There are a lot of problems that hot weather can cause for a person. If it’s too hot outside, it can result in illnesses like dehydration, sunburn, or even worse, heatstroke. Hot weather can also result in wildfires when the environment gets too dry.
In this article, we’ll be discussing several things to do and keep track of when facing hot weather.
Paying attention to the temperature, both indoor and outdoor, during hot weather ensures that you are constantly aware of your surroundings and the situation. Listening to the news or checking out your weather app helps keep you aware of the current temperatures, which will indicate the underlying risks.
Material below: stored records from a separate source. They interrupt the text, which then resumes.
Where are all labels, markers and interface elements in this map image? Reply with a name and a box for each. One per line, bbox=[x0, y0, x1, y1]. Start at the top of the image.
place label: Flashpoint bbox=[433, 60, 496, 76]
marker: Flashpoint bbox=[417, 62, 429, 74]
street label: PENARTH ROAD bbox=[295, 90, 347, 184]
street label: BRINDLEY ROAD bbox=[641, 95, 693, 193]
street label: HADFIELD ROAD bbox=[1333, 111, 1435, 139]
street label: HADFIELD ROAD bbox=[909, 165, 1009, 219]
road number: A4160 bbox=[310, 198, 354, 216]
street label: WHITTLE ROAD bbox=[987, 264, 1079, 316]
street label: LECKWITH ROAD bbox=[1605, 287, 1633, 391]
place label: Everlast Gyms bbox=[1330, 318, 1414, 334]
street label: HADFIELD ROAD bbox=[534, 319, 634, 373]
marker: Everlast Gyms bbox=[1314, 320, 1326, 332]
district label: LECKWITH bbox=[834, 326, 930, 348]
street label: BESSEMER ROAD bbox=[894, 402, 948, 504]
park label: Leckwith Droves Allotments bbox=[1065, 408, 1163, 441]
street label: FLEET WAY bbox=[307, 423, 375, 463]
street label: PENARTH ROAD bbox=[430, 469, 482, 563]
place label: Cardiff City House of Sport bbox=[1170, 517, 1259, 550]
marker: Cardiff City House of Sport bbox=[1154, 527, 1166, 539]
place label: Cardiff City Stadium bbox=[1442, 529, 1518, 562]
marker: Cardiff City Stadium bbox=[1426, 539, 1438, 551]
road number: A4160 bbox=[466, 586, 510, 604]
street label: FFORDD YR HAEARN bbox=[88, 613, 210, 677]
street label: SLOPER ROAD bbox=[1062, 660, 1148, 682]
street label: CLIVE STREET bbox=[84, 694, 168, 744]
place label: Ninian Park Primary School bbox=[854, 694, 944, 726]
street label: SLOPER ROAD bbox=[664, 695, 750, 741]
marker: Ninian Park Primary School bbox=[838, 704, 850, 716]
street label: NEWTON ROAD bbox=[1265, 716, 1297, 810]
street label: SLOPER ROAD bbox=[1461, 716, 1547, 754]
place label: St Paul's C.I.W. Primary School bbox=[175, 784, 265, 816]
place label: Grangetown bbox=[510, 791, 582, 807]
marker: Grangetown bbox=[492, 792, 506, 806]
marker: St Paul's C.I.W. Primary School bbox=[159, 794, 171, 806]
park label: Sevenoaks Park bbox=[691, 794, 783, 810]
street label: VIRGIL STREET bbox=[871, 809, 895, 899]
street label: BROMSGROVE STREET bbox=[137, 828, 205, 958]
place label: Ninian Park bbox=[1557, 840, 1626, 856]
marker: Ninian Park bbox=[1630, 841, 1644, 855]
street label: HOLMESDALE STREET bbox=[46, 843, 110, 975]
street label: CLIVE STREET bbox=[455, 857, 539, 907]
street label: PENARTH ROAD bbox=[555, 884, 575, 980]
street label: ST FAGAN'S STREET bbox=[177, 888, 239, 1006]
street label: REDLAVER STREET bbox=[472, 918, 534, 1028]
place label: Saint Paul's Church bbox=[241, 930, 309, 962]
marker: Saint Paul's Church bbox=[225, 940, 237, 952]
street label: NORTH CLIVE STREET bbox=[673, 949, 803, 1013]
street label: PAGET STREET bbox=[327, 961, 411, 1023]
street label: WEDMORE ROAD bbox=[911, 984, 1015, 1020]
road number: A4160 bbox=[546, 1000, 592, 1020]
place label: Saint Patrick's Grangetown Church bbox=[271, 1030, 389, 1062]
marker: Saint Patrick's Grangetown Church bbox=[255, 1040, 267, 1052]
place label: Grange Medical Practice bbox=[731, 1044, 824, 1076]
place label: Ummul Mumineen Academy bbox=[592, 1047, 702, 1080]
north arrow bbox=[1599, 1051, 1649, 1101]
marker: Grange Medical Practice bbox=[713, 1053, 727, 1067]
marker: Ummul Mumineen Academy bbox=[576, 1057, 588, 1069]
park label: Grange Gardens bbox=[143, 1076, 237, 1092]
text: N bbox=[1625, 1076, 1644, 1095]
If the outdoor temperature is at 26° C or 78.8° F for three or more consecutive days, the risks of problems like illnesses and wildfires significantly increase. If your area is experiencing alarming temperatures, it’s essential to be vigilant of all the crucial things like your hydration and the situation of your environment outside, especially your grass possibly drying up.
Don’t wait until you’re dehydrated before you start drinking water. Dehydration is one of the most potent ways that hot weather can kill. Drinking water isn’t the only way to keep yourself hydrated. Although it’s one of the easiest ways to keep yourself hydrated, there are many other creative ways.
Eating water-rich fruit like watermelon, grapes, peaches, cantaloupes, and even strawberries are good options. Vegetables like cucumbers, zucchini, lettuce, and tomatoes are also great at keeping you hydrated.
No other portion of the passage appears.